Le ministre britannique des Affaires étrangères Dominic Raab a indiqué lundi dans un communiqué que Londres, ex-puissance coloniale à Hong Kong, était « profondément préoccupé » par le fait que les militants hongkongais « ont été jugés au secret ».

« Nous attendons de la Chine qu’elle fasse respecter l’État de droit et mène les procès de manière équitable et transparente. »

Loi controversée

Certains des passagers du hors-bord étaient déjà menacés de poursuites à Hong Kong pour leur implication dans les immenses manifestations prodémocratie, souvent violentes, ayant secoué la ville l’an dernier.

La contestation a été étouffée début 2020 par l’épidémie de COVID-19, qui a entraîné la fin des manifestations, puis par l’imposition fin juin dans le territoire d’une nouvelle loi rigoureuse sur la « sécurité nationale ».

Pékin la juge indispensable pour restaurer la stabilité à Hong Kong. Ses détracteurs estiment qu’elle a mis fin aux libertés du territoire, garanties lors de sa rétrocession à la Chine par le Royaume-Uni en 1997.

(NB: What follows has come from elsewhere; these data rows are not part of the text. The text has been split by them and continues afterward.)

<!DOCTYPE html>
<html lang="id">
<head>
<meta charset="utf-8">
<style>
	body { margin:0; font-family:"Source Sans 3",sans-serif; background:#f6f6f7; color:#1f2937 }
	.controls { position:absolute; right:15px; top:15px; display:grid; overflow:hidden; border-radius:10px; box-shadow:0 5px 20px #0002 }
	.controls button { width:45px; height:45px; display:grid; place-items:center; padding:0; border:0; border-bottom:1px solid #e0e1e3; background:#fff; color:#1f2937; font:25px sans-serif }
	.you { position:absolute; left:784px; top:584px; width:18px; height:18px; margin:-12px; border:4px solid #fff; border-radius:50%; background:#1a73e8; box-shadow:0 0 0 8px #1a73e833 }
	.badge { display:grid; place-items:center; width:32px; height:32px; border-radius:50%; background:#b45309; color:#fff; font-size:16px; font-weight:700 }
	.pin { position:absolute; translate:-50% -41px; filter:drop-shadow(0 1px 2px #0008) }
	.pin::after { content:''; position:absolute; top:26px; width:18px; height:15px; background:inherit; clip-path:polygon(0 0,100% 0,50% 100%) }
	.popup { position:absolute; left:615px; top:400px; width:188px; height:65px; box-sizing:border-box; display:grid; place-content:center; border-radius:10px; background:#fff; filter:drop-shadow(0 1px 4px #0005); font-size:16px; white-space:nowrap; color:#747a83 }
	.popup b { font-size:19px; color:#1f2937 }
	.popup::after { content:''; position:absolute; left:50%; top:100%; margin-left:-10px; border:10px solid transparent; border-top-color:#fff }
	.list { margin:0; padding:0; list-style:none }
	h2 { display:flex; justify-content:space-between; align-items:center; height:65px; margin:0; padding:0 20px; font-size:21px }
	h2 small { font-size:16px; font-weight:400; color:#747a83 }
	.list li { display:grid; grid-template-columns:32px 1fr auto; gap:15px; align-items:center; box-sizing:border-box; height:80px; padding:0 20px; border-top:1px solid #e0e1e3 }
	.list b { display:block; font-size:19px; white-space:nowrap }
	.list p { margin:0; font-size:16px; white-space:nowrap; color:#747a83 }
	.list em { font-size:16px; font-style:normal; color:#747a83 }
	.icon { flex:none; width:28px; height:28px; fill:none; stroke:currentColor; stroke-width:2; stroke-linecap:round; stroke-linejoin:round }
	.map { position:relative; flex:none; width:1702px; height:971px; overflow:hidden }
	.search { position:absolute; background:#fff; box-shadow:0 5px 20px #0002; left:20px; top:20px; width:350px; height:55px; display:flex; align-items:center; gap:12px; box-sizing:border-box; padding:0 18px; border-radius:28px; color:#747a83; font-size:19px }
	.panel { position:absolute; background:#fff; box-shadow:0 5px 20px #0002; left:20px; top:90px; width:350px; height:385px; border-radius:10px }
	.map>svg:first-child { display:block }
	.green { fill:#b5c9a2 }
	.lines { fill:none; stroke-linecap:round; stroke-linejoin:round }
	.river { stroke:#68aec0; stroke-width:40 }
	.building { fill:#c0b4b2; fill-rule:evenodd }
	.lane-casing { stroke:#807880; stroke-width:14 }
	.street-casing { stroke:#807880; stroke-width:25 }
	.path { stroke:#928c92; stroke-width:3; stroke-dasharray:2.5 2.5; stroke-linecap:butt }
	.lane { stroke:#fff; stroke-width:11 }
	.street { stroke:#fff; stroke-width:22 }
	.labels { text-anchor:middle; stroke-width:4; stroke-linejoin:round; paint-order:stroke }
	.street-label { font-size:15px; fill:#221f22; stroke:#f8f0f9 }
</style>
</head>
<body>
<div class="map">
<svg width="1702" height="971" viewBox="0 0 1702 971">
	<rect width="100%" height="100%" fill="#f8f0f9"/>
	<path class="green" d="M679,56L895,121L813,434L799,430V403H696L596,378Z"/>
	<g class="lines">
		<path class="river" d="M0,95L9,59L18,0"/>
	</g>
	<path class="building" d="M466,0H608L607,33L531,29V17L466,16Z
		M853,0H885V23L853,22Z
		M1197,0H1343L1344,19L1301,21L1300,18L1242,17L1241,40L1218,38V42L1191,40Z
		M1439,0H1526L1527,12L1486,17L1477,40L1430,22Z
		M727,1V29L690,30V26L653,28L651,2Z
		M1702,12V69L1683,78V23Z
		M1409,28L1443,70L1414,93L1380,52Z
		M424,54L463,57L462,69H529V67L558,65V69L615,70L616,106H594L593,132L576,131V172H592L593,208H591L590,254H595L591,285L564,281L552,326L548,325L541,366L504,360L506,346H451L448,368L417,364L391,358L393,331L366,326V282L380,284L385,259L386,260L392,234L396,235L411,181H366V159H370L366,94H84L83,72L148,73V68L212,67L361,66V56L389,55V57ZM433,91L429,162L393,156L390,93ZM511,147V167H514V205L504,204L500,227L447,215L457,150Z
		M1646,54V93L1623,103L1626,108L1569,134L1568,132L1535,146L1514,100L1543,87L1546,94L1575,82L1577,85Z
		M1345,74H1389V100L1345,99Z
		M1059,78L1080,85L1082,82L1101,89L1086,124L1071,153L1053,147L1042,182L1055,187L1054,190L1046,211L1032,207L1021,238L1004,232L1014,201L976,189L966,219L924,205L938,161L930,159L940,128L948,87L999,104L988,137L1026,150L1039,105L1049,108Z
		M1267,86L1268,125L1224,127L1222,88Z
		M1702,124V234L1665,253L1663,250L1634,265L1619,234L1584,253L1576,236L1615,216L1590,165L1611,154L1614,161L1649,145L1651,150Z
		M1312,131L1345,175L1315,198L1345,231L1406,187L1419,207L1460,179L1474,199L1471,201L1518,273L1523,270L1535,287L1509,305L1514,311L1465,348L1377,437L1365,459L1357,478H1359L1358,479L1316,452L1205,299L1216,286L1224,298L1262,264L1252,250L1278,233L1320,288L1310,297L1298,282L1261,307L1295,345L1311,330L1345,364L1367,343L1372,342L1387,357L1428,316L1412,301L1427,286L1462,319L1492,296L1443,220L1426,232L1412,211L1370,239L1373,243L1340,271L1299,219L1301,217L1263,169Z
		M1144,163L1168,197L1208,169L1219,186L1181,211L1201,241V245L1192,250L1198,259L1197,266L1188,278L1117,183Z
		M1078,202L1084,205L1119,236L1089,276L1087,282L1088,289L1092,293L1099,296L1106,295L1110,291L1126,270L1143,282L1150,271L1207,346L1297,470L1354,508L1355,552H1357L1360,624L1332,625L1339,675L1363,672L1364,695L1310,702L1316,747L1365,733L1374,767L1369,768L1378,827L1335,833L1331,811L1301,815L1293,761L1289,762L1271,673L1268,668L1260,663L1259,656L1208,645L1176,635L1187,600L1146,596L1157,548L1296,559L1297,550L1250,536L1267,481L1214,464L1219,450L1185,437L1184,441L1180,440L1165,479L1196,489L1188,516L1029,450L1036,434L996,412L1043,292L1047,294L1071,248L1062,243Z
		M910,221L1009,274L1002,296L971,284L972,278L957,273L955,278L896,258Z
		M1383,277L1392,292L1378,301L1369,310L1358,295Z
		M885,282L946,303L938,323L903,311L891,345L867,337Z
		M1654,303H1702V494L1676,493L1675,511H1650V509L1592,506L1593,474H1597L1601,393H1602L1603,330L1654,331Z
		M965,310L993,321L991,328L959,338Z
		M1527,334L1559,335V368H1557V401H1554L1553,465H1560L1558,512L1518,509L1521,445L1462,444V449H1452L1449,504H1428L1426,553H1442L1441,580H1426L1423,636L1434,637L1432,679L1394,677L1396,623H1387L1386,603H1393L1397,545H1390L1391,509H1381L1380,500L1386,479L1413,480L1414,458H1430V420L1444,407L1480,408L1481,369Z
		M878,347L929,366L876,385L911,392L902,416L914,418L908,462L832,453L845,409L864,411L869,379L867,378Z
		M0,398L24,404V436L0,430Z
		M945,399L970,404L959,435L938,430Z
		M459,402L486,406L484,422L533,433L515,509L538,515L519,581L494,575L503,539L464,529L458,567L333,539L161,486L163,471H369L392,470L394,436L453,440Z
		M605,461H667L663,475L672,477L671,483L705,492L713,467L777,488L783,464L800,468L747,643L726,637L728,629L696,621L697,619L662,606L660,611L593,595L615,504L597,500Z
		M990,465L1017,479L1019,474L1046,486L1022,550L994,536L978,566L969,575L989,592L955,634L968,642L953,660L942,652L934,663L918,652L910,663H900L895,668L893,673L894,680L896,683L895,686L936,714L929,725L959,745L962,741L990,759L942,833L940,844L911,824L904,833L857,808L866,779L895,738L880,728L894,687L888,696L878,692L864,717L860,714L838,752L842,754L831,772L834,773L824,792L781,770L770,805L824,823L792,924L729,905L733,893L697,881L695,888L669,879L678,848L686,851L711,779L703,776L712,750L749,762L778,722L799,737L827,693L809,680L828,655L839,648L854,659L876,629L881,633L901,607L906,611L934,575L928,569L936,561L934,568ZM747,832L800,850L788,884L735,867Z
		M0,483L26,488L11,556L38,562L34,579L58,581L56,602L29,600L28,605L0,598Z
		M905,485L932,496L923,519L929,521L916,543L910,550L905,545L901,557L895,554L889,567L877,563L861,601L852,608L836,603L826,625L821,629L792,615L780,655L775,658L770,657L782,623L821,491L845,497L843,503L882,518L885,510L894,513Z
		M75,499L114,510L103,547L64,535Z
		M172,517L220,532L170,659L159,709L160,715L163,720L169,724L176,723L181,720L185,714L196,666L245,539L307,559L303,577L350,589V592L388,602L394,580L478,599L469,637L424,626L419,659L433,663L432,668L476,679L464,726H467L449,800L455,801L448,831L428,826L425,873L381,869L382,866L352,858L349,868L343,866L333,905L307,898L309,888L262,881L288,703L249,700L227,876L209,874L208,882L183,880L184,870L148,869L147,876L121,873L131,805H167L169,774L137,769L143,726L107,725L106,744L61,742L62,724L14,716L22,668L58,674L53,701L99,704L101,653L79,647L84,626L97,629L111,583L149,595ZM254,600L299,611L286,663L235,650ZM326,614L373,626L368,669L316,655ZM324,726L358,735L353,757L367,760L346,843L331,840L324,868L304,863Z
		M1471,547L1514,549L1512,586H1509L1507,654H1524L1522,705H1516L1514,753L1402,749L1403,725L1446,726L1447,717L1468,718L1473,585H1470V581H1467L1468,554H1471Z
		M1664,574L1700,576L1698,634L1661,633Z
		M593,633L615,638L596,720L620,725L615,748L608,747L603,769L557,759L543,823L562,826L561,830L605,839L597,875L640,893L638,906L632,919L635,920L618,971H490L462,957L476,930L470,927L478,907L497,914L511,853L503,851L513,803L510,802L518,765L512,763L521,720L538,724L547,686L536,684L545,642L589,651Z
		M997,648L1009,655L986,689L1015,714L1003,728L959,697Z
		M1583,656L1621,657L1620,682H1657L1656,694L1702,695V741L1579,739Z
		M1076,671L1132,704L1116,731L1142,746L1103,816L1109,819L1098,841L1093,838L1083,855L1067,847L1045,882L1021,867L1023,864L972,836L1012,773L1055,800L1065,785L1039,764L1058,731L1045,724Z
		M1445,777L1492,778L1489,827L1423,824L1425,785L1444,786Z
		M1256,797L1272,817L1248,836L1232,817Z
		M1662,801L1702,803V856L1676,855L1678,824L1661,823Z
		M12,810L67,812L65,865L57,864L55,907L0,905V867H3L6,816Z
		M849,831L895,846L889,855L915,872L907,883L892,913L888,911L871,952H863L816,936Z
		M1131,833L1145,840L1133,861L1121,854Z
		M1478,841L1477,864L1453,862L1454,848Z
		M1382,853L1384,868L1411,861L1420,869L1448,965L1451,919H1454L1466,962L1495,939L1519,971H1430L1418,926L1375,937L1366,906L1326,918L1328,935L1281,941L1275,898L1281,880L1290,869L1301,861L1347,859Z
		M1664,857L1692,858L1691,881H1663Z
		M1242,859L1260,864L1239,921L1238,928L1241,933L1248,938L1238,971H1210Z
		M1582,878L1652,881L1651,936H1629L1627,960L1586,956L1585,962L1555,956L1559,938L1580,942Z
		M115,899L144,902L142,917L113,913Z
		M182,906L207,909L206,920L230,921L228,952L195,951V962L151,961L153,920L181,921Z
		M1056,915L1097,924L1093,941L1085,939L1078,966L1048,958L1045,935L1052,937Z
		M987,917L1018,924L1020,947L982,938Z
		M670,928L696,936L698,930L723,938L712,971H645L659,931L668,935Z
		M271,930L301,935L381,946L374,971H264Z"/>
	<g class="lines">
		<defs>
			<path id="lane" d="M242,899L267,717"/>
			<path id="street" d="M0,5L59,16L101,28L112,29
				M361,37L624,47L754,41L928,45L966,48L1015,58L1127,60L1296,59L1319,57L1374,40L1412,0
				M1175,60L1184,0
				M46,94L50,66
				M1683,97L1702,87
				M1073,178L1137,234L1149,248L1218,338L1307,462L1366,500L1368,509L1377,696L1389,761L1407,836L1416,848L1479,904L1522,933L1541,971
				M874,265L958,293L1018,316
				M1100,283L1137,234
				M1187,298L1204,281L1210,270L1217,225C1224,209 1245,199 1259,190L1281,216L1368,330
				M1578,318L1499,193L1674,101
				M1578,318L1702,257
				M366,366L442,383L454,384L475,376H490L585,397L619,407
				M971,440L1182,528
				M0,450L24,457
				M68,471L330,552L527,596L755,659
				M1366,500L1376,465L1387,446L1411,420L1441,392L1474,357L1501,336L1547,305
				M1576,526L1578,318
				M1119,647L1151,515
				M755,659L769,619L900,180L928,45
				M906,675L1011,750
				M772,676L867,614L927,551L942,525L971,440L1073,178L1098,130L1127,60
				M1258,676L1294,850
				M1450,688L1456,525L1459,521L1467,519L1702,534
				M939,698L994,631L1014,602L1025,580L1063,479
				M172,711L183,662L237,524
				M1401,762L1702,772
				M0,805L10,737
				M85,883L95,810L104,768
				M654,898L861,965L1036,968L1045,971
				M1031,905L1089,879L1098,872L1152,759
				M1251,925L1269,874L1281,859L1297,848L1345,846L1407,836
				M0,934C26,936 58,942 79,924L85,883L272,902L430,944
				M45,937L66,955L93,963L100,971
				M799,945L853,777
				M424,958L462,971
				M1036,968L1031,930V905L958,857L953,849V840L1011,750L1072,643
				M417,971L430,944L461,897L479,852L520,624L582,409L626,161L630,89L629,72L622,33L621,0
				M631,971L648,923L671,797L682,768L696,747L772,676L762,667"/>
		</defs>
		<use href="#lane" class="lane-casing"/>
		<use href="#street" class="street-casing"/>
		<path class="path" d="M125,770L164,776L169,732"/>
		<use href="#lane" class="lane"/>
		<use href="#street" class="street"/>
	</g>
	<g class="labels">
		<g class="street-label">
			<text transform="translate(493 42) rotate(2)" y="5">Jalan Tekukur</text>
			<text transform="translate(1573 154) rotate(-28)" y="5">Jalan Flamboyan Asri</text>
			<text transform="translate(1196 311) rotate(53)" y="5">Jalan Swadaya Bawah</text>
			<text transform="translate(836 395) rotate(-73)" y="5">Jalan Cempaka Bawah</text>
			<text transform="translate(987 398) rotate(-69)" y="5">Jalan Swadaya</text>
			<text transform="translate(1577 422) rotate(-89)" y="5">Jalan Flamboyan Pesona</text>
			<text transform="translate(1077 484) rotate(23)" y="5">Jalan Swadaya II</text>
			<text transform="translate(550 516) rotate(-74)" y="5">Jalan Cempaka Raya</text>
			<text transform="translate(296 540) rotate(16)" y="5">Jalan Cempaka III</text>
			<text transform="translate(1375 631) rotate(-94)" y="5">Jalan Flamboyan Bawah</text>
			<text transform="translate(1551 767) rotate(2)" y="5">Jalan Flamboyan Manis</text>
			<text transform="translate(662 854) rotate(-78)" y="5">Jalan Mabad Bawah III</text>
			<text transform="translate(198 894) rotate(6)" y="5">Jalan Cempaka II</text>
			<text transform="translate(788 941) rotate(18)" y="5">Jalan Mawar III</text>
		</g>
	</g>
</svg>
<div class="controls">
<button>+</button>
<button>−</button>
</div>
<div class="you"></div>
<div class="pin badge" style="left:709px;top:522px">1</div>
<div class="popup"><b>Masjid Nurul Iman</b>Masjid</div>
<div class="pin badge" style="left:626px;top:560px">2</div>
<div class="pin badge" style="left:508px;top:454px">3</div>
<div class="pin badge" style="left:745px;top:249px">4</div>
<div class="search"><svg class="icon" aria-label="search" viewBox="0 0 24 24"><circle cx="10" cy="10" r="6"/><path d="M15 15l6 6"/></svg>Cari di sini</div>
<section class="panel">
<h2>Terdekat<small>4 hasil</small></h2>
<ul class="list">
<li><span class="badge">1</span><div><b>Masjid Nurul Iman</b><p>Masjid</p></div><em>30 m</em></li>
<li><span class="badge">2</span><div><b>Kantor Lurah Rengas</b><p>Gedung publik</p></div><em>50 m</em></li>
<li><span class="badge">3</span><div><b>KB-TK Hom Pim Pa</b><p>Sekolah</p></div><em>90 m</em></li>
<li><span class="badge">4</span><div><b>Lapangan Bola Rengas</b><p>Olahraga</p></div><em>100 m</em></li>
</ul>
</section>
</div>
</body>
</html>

Seules les familles étaient autorisées à demander au juge la permission d’assister au procès. Mais pour cause d’épidémie, les habitants de Hong Kong ne peuvent entrer actuellement en Chine continentale.

Lundi également, la « journaliste citoyenne » Zhang Zhan, arrêtée après avoir couvert en début d’année la mise en quarantaine de la ville de Wuhan (centre), berceau du nouveau coronavirus, a été condamnée à Shanghai (est) à quatre ans de prison.

La Chine a pour habitude de condamner des opposants lors des fêtes de fin d’année, lorsque l’attention du reste du monde est réduite.